Illegal and inhumane practices in the world’s fishing sector must be stamped out and replaced with sustainable ones to support the livelihoods of one of every 10 people on the planet, FAO and the Vatican said.
“We convey a joint message urging an end to the violation of human rights within the fishing sector, and we call for an end to illegal, unreported and unregulated (IUU) fishing,” FAO Director-General José Graziano da Silva said at an event celebrating World Fisheries Day.
Remedies, solutions and international legal instruments such as the FAO Port State Measures Agreement exist to safeguard a sector that offers a wealth of high-value opportunities yet too often hurts the most vulnerable, he added.
“Fish workers are crying out for help … and we cannot shut our ears and we cannot remain silent,” said Cardinal Peter Turkson, the prefect of the Vatican’s Dicastery for the Promotion of Integral Human Development.
The jointly-organized event was held to emphasize that labor rights are human rights and explore ways to coordinate the fight against trafficking and forced labor in the fishing sector.
“Fraudulent recruitment practices, child labor, the absence of written agreements, withholding of wages, blacklisting, violence, intimidation and other abusive working conditions” are rife in the sector and undermine the efforts of industry players who respect the rules, said Moussa Oumarou, Deputy Director-General of the International Labour Organization.

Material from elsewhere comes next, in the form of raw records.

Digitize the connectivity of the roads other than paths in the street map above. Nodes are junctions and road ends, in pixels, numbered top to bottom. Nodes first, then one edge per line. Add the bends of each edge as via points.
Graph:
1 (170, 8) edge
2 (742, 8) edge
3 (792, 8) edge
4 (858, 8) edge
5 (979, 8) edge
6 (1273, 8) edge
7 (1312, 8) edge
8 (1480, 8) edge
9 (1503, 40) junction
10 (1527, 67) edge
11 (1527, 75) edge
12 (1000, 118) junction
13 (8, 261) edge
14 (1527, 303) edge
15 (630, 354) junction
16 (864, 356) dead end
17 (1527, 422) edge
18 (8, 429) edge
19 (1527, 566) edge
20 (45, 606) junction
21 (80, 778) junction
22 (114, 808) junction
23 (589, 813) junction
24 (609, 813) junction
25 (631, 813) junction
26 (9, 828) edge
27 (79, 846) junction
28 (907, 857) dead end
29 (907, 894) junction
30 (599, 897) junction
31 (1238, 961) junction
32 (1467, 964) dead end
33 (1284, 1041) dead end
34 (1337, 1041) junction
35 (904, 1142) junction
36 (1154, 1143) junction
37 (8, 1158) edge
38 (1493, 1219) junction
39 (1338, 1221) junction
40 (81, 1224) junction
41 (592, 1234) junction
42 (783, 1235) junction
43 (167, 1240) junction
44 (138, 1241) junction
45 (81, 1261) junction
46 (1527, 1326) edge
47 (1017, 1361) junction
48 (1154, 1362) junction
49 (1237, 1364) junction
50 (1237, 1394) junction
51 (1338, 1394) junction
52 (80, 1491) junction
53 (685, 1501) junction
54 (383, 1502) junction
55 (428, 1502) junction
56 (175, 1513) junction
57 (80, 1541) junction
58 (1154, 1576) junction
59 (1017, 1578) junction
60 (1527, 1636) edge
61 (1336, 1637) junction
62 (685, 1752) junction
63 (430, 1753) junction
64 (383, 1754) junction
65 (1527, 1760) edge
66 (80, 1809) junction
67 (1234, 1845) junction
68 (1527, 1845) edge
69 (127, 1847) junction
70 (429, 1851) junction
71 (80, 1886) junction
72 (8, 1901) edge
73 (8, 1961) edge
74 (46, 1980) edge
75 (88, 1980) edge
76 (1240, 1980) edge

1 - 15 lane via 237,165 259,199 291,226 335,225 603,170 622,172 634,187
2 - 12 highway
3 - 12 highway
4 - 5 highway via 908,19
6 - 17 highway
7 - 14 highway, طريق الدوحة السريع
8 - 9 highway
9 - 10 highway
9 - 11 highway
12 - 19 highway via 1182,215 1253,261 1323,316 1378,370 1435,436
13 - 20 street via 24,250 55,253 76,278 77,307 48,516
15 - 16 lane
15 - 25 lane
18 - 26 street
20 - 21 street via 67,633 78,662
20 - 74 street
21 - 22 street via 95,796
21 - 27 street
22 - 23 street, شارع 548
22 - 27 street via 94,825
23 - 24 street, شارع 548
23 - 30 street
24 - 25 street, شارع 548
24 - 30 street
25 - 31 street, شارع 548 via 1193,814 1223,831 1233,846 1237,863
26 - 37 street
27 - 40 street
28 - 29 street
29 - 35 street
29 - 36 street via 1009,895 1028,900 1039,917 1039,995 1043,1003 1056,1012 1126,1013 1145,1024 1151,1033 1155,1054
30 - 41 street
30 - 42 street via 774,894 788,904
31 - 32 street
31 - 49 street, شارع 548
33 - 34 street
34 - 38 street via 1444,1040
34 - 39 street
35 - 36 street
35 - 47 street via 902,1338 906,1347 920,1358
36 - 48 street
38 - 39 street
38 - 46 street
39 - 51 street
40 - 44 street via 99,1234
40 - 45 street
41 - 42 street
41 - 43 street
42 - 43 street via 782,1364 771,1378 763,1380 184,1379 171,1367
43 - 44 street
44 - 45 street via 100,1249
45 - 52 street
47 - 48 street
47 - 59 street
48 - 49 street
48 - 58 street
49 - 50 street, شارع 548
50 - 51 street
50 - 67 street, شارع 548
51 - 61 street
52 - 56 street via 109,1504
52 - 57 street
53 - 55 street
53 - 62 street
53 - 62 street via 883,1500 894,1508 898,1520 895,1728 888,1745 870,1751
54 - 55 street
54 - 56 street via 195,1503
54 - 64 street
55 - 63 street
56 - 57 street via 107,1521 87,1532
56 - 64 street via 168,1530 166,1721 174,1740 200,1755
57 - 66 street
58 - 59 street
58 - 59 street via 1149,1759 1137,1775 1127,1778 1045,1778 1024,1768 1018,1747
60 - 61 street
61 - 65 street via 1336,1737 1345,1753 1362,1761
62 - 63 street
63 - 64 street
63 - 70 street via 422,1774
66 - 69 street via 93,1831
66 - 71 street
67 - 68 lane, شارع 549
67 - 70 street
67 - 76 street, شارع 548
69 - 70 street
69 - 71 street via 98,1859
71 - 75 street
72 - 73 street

Protecting rights in the fishing sector
There are several broad fronts along which international efforts to combat labor abuses in the fisheries sector can be coordinated.
An important one is adoption and enforcement of the ILO’s Convention 188 on Work In Fishing, which is designed to ensure that more than 38 million people working in the capture fisheries globally benefit from safety and health care, written work agreements, and social security protections. So far it has been ratified by 12 countries, with Namibia and Senegal joining this year.
Another important opportunity is presented by the FAO Port State Measures Agreement, which has entered into force and aims at stamping out IUU fishing, which accounts for a substantial share of all fish caught at sea. It gives port authorities strong powers to inspect fishing vessels – often linked of cases of trafficking, labor abuses and slavery – and allows more effective controls to ensure that the rights of crews are not violated.
Cardinal Turkson stressed that ” the number of governments that have ratified the international instruments is still very low” and urged international agencies to draft a “road map” for broader and faster adoption, saying that “if ratified and fully implemented by all States, they could dramatically change the life of fish workers, of their families, and the environmental status of fisheries resources.”
The FAO Code of Conduct for Responsible Fisheries agreed in 1995, has inspired a number of further supporting instruments and guidelines, including the includes the FAO Voluntary Guidelines on Small-Scale Fisheries, which have a great potential to strengthen human-rights for small-scale fishing communities.
FAO is also developing guidance on social responsibility in seafood value chains, which will be presented to the FAO Committee on Fisheries (COFI) in 2020.